Collected data entries
-- -- --

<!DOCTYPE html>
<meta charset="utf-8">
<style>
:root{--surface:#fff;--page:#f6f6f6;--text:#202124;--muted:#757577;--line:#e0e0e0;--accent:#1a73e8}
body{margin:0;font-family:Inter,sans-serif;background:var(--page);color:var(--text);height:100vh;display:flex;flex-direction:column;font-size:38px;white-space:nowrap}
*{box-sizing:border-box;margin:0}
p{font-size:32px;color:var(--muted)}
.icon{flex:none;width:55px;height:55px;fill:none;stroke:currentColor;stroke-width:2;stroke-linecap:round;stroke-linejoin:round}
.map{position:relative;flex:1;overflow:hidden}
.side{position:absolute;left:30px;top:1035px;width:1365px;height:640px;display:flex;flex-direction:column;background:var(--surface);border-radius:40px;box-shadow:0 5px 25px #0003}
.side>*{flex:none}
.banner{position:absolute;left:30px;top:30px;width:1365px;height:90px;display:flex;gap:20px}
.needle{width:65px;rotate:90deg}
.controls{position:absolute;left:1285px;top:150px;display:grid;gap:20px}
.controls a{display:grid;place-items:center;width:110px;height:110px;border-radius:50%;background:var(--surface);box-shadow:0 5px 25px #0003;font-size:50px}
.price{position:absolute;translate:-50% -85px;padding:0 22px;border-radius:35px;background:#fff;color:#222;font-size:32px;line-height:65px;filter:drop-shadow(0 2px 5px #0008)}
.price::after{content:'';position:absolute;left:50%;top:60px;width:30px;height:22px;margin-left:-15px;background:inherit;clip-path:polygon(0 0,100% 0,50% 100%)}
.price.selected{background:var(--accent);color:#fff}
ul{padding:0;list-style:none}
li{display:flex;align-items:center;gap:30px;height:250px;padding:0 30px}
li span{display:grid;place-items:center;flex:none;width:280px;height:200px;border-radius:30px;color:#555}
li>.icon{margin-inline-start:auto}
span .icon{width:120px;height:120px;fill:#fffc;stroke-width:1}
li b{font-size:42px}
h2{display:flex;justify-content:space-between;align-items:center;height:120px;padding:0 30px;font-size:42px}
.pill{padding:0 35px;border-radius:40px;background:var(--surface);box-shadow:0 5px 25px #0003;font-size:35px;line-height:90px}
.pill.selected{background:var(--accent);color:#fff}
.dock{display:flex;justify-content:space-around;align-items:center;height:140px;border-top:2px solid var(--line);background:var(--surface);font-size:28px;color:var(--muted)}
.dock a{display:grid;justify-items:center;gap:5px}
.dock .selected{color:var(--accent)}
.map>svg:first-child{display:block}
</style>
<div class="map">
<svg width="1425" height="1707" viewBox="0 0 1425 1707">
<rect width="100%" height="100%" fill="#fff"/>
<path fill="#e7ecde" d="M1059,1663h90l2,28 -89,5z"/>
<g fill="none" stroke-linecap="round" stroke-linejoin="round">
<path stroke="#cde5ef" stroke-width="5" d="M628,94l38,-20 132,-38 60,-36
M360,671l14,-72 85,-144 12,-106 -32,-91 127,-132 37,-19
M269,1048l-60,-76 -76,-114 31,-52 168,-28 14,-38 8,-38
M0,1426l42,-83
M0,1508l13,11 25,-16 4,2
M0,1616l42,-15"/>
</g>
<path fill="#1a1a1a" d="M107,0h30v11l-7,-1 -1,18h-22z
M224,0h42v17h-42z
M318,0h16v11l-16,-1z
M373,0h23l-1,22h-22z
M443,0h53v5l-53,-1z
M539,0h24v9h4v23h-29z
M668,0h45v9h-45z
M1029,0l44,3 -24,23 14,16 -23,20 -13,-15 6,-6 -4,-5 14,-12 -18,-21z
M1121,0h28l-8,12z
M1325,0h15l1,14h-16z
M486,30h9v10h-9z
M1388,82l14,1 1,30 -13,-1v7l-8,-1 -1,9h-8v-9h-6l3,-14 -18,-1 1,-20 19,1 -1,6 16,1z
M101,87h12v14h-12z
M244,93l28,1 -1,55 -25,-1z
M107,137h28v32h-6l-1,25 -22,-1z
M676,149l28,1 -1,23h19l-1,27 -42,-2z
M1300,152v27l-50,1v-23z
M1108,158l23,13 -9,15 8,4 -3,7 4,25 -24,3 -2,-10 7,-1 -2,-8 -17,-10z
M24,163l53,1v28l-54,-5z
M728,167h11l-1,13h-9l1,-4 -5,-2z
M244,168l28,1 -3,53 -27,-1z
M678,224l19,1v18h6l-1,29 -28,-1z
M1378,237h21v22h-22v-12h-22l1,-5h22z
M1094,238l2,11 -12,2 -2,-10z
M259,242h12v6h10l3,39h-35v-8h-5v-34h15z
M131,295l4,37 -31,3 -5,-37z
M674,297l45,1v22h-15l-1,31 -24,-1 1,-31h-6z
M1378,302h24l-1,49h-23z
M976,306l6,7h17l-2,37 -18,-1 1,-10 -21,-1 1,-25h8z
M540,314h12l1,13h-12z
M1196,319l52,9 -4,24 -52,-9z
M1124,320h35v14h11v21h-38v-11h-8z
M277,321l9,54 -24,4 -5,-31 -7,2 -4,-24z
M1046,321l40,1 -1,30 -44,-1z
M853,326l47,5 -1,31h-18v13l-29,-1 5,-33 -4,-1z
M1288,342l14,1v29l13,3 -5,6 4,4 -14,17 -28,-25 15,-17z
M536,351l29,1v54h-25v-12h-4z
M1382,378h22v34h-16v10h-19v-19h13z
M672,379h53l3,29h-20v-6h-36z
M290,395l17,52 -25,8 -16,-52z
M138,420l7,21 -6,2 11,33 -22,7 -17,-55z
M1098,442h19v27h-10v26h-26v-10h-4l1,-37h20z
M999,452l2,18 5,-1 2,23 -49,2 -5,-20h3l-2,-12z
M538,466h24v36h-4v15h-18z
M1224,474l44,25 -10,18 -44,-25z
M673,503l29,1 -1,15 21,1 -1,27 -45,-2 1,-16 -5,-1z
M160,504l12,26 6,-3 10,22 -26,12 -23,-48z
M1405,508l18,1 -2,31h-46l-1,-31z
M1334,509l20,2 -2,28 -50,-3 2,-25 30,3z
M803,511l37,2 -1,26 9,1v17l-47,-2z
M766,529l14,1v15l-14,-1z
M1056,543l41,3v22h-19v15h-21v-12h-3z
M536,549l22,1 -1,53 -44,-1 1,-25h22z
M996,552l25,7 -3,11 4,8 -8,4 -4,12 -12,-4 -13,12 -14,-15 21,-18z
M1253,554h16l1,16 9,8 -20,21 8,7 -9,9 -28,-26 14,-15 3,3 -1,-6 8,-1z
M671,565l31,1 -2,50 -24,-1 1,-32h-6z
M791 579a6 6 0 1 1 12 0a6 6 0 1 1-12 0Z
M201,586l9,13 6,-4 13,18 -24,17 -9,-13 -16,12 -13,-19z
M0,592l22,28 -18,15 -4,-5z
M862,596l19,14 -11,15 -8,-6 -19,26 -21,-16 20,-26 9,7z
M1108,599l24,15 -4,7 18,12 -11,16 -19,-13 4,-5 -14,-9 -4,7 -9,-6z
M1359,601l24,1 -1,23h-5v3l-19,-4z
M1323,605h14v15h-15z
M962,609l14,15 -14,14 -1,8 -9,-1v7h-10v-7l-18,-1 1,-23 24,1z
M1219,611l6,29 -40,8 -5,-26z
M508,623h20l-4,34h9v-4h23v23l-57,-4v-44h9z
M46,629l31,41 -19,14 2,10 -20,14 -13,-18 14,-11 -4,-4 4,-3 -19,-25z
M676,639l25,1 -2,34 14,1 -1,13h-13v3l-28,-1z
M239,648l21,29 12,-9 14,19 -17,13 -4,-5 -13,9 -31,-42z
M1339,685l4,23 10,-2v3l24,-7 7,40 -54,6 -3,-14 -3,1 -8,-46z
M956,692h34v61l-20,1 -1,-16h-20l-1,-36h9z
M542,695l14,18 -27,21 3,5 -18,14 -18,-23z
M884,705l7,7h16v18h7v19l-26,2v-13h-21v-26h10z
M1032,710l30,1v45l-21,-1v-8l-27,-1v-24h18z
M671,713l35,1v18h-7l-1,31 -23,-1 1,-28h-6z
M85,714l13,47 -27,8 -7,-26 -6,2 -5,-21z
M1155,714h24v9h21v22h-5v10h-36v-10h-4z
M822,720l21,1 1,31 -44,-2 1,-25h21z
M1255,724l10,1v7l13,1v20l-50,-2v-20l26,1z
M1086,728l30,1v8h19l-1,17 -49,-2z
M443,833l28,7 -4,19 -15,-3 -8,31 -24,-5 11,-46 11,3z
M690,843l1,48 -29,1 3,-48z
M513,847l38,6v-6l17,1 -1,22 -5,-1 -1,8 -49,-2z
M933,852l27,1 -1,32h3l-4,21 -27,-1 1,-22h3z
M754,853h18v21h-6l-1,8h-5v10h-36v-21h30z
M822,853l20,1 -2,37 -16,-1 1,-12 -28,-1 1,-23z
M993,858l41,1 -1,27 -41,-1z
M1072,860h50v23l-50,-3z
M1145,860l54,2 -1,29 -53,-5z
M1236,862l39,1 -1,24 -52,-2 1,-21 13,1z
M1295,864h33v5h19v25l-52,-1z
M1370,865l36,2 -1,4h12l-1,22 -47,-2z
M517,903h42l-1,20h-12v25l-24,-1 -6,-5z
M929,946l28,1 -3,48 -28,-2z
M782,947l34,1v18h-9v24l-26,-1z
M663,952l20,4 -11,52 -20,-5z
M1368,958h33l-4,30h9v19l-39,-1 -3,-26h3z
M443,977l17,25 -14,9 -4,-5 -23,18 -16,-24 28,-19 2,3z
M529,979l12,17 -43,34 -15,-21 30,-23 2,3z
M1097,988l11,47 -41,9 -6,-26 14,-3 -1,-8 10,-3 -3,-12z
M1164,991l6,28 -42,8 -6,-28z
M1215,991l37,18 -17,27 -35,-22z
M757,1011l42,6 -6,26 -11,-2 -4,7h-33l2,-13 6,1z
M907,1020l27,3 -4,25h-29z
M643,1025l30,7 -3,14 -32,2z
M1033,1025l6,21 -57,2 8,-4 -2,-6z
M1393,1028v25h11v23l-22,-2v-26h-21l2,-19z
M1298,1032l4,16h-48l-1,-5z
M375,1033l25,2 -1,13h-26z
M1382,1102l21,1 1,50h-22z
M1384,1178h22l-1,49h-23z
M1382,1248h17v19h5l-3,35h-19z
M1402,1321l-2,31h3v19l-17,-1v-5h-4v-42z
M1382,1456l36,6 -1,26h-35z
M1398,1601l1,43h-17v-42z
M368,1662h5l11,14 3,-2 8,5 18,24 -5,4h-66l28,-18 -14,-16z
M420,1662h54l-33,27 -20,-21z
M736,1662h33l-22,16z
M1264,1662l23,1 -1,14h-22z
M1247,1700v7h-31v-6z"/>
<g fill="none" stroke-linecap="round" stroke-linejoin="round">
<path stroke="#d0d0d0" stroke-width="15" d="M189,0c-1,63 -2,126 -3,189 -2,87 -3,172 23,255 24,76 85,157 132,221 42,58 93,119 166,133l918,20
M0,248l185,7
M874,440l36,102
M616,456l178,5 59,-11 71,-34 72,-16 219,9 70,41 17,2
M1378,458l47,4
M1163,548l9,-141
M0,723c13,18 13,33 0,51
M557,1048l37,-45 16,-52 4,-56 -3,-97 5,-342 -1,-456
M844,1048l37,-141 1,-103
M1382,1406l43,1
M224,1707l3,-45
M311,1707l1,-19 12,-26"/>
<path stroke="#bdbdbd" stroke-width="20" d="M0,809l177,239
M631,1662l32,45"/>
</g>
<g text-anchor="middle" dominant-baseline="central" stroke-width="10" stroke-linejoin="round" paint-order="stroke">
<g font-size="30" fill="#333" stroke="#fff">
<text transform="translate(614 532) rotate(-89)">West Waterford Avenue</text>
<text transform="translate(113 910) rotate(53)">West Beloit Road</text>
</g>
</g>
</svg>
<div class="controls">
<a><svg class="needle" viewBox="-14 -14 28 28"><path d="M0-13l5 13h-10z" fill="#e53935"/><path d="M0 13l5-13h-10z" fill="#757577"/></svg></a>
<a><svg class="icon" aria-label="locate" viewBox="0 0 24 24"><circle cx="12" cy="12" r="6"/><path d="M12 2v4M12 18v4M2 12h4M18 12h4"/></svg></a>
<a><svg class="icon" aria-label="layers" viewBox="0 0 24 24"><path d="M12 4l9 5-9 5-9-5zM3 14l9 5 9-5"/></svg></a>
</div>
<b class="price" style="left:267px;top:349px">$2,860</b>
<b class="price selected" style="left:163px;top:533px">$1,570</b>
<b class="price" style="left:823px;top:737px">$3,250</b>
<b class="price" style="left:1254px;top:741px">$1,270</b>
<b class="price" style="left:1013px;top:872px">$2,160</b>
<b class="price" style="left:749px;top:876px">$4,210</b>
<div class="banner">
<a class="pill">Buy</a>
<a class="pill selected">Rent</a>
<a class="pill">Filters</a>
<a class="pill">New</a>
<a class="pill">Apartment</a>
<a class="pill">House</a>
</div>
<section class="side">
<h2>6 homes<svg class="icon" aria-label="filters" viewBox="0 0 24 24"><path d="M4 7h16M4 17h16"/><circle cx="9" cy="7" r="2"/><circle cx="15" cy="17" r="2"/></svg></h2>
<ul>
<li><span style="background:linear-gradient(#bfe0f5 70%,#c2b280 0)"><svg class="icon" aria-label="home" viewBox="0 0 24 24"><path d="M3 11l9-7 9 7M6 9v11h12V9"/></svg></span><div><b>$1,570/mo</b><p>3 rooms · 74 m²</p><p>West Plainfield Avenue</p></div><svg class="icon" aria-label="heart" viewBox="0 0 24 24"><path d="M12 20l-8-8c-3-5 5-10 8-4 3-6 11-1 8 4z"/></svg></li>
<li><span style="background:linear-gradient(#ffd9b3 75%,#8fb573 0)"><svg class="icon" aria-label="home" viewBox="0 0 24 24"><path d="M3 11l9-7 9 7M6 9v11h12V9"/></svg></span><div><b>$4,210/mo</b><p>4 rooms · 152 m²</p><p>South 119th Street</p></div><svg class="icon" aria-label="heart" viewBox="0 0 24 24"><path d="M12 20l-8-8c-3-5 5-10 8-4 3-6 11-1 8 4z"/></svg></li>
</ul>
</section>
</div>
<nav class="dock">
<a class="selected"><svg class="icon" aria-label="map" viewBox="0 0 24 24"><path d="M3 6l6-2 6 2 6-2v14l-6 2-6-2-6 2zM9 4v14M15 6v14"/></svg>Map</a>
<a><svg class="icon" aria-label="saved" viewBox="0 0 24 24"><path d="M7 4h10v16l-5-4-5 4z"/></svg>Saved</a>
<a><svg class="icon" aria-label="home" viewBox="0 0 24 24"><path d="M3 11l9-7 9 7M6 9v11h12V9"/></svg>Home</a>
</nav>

-- -- --

◆ To do
Please show every line of the entries above that contains the word "absolute".

◆ Answer for the task
.side{position:absolute;left:30px;top:1035px;width:1365px;height:640px;display:flex;flex-direction:column;background:var(--surface);border-radius:40px;box-shadow:0 5px 25px #0003}
.banner{position:absolute;left:30px;top:30px;width:1365px;height:90px;display:flex;gap:20px}
.controls{position:absolute;left:1285px;top:150px;display:grid;gap:20px}
.price{position:absolute;translate:-50% -85px;padding:0 22px;border-radius:35px;background:#fff;color:#222;font-size:32px;line-height:65px;filter:drop-shadow(0 2px 5px #0008)}
.price::after{content:'';position:absolute;left:50%;top:60px;width:30px;height:22px;margin-left:-15px;background:inherit;clip-path:polygon(0 0,100% 0,50% 100%)}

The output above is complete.